If you keep the closed bottle in the fridge, it should keep for some weeks or months, as the decay of Chloramine-T in the dark and at low temp. is very slow.
However, it is always best to make a new batch every month or so, which is easy to do, as it's just a matter of mixing the powder into a small bottle of lukewarm water and shaking it.
I'd not mix the Chloramine-T with salicyl powder, I think you meant mixing it with vit. C?
The Chloramine-T should be applied only for a short time. I think it would be best to wipe it off, before rolling, with some demineralized water (the water you put into a steam iron or a refilable car battery - for sale in the pharmacy).

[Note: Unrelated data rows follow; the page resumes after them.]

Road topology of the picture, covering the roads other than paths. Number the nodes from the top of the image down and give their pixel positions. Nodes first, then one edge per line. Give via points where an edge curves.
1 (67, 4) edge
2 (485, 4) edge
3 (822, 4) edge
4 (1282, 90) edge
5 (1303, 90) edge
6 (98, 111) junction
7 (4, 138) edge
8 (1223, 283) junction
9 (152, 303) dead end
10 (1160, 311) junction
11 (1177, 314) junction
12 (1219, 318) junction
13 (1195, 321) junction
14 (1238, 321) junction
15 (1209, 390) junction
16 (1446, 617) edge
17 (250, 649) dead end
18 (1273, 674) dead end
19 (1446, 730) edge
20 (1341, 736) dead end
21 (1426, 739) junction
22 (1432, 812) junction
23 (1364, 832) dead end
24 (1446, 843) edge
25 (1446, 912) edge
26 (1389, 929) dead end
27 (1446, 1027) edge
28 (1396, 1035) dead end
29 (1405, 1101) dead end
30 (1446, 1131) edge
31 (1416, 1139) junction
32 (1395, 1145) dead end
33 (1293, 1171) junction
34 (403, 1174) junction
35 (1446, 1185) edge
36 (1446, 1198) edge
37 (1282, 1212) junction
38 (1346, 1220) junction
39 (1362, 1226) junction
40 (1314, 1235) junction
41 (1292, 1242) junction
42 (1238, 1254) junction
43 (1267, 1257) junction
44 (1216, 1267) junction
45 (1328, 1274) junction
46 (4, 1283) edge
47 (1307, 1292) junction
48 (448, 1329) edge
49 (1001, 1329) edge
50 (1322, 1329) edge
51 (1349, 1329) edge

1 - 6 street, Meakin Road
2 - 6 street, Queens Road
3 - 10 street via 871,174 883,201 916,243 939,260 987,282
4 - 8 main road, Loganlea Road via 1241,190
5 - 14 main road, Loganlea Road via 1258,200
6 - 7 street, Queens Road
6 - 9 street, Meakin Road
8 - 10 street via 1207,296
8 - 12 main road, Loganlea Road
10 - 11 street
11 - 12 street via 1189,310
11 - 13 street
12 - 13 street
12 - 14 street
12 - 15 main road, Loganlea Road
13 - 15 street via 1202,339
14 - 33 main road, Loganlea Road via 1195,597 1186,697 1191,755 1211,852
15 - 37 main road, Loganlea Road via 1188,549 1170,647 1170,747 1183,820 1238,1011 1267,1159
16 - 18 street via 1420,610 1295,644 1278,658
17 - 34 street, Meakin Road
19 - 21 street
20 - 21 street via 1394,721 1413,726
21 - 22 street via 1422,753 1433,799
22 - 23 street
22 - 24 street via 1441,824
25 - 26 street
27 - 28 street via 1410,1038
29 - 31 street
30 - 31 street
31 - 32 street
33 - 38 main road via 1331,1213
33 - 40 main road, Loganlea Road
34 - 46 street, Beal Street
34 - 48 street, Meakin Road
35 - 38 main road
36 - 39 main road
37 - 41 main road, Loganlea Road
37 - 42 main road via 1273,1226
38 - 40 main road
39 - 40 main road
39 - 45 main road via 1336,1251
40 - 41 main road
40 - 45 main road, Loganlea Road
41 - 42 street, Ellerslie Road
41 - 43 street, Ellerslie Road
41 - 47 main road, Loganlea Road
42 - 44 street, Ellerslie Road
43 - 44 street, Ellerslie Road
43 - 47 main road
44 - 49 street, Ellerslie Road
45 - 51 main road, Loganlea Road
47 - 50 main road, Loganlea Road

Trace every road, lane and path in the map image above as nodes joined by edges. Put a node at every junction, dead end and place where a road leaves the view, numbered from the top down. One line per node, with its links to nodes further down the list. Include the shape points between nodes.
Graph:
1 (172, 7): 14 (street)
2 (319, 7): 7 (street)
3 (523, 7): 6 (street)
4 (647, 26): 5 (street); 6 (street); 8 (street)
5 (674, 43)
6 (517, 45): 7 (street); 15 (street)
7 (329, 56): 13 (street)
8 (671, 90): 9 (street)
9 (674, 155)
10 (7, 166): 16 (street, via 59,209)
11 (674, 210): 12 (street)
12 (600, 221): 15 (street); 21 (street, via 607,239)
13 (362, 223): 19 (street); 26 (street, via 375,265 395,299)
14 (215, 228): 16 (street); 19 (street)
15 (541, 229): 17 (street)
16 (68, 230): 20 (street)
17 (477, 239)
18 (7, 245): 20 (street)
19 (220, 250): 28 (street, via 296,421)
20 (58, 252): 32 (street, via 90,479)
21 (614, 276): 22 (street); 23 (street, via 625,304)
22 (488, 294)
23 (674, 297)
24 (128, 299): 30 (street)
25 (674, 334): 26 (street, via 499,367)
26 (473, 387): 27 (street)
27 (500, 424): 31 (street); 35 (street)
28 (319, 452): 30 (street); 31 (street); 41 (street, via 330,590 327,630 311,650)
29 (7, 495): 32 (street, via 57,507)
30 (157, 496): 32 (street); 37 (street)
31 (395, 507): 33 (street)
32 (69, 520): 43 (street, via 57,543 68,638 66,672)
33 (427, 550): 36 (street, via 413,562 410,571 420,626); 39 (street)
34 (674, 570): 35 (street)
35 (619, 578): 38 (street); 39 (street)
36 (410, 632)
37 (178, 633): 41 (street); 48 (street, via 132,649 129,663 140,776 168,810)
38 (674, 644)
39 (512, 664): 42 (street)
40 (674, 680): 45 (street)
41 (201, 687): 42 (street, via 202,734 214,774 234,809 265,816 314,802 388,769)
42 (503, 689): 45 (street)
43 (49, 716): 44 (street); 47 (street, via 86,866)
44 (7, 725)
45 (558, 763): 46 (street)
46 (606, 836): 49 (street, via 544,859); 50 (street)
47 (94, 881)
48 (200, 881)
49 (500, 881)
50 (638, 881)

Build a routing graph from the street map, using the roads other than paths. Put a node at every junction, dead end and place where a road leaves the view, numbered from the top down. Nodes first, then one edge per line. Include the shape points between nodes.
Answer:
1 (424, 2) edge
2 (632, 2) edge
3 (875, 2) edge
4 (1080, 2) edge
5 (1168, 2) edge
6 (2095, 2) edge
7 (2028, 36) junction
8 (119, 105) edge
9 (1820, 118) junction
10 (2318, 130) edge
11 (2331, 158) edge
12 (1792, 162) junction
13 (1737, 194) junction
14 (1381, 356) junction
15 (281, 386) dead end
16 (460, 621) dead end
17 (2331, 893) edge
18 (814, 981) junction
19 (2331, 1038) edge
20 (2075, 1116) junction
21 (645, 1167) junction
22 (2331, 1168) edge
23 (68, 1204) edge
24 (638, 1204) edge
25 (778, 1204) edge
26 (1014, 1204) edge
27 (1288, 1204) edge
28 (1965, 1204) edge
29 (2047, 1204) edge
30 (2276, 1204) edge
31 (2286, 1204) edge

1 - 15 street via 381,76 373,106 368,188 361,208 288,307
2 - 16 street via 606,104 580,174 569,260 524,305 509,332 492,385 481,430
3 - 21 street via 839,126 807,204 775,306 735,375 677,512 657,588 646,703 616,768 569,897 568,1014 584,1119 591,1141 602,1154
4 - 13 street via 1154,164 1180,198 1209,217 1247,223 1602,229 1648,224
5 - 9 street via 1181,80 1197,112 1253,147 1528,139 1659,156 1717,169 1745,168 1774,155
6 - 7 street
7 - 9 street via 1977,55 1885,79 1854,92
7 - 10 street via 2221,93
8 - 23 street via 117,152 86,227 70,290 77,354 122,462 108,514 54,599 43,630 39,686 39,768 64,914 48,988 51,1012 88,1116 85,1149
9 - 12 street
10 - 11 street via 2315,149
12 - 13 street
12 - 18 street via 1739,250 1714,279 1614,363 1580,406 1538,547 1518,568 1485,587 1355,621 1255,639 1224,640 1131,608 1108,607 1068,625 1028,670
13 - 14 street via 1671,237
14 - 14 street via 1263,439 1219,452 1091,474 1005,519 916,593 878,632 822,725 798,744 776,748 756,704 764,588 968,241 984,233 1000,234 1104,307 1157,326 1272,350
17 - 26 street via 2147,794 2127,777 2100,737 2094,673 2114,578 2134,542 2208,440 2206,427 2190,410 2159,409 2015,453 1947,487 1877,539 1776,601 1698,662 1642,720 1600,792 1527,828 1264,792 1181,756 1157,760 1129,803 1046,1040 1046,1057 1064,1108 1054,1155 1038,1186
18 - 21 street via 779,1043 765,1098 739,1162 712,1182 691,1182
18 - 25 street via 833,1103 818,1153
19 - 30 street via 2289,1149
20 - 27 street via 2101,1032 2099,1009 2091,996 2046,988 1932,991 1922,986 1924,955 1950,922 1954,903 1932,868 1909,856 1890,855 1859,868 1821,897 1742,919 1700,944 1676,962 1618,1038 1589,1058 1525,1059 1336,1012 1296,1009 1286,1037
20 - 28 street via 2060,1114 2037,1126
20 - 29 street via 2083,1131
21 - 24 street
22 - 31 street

This to avoid that remnants of the Chloramine-T end up inside the micro-holes in the skin. Dr. Des Fernandez prefers not to have any chemicals enter the freshly microneedled skin, because it is not known if they interfere with the inflammatory process needed for optimal collagen formation.
Therefore he prefers not to use Betadine, because it is hard to remove it fully prior to rolling. We know that alcohol works, since there are many positive reports. Alcohol evaporates prior to rolling. Chloramine-T does not. So if you use it, the best way would be to wipe it off with demineralized water (that's sterile due to its manufacturing process). If you don't, it is unknown whether it negatively interferes with the collagen regeneration process. I think it's probably OK, but it is impossible to be sure (nobody really knows).